== The input

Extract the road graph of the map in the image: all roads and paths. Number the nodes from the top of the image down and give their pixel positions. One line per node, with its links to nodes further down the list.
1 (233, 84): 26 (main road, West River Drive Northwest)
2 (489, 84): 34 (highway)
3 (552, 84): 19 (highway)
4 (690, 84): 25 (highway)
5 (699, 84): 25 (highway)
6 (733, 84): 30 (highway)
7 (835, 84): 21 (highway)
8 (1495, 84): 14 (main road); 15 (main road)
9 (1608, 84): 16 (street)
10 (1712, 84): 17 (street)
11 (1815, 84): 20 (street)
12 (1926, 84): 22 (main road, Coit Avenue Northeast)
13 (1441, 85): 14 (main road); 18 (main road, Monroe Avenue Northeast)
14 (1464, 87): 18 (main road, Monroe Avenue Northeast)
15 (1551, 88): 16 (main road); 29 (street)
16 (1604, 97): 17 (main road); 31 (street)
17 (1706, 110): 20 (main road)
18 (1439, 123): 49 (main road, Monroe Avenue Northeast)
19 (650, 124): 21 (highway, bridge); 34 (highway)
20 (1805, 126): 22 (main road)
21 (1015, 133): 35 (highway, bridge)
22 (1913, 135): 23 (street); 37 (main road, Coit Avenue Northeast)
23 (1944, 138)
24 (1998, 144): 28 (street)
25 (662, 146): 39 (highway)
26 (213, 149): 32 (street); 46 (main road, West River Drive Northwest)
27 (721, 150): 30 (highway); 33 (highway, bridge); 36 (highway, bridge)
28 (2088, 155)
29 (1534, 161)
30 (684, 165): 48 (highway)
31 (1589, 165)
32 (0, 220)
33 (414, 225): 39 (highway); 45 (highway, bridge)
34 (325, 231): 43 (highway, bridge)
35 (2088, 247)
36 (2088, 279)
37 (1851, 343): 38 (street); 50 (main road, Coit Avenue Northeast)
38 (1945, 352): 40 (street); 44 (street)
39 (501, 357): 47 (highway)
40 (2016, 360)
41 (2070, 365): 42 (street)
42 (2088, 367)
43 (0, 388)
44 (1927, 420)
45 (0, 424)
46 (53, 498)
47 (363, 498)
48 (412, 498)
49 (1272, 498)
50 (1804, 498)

====

— Your objective —
Retype all of the material, exactly as written.

— Exercise solution —
Extract the road graph of the map in the image: all roads and paths. Number the nodes from the top of the image down and give their pixel positions. One line per node, with its links to nodes further down the list.
1 (233, 84): 26 (main road, West River Drive Northwest)
2 (489, 84): 34 (highway)
3 (552, 84): 19 (highway)
4 (690, 84): 25 (highway)
5 (699, 84): 25 (highway)
6 (733, 84): 30 (highway)
7 (835, 84): 21 (highway)
8 (1495, 84): 14 (main road); 15 (main road)
9 (1608, 84): 16 (street)
10 (1712, 84): 17 (street)
11 (1815, 84): 20 (street)
12 (1926, 84): 22 (main road, Coit Avenue Northeast)
13 (1441, 85): 14 (main road); 18 (main road, Monroe Avenue Northeast)
14 (1464, 87): 18 (main road, Monroe Avenue Northeast)
15 (1551, 88): 16 (main road); 29 (street)
16 (1604, 97): 17 (main road); 31 (street)
17 (1706, 110): 20 (main road)
18 (1439, 123): 49 (main road, Monroe Avenue Northeast)
19 (650, 124): 21 (highway, bridge); 34 (highway)
20 (1805, 126): 22 (main road)
21 (1015, 133): 35 (highway, bridge)
22 (1913, 135): 23 (street); 37 (main road, Coit Avenue Northeast)
23 (1944, 138)
24 (1998, 144): 28 (street)
25 (662, 146): 39 (highway)
26 (213, 149): 32 (street); 46 (main road, West River Drive Northwest)
27 (721, 150): 30 (highway); 33 (highway, bridge); 36 (highway, bridge)
28 (2088, 155)
29 (1534, 161)
30 (684, 165): 48 (highway)
31 (1589, 165)
32 (0, 220)
33 (414, 225): 39 (highway); 45 (highway, bridge)
34 (325, 231): 43 (highway, bridge)
35 (2088, 247)
36 (2088, 279)
37 (1851, 343): 38 (street); 50 (main road, Coit Avenue Northeast)
38 (1945, 352): 40 (street); 44 (street)
39 (501, 357): 47 (highway)
40 (2016, 360)
41 (2070, 365): 42 (street)
42 (2088, 367)
43 (0, 388)
44 (1927, 420)
45 (0, 424)
46 (53, 498)
47 (363, 498)
48 (412, 498)
49 (1272, 498)
50 (1804, 498)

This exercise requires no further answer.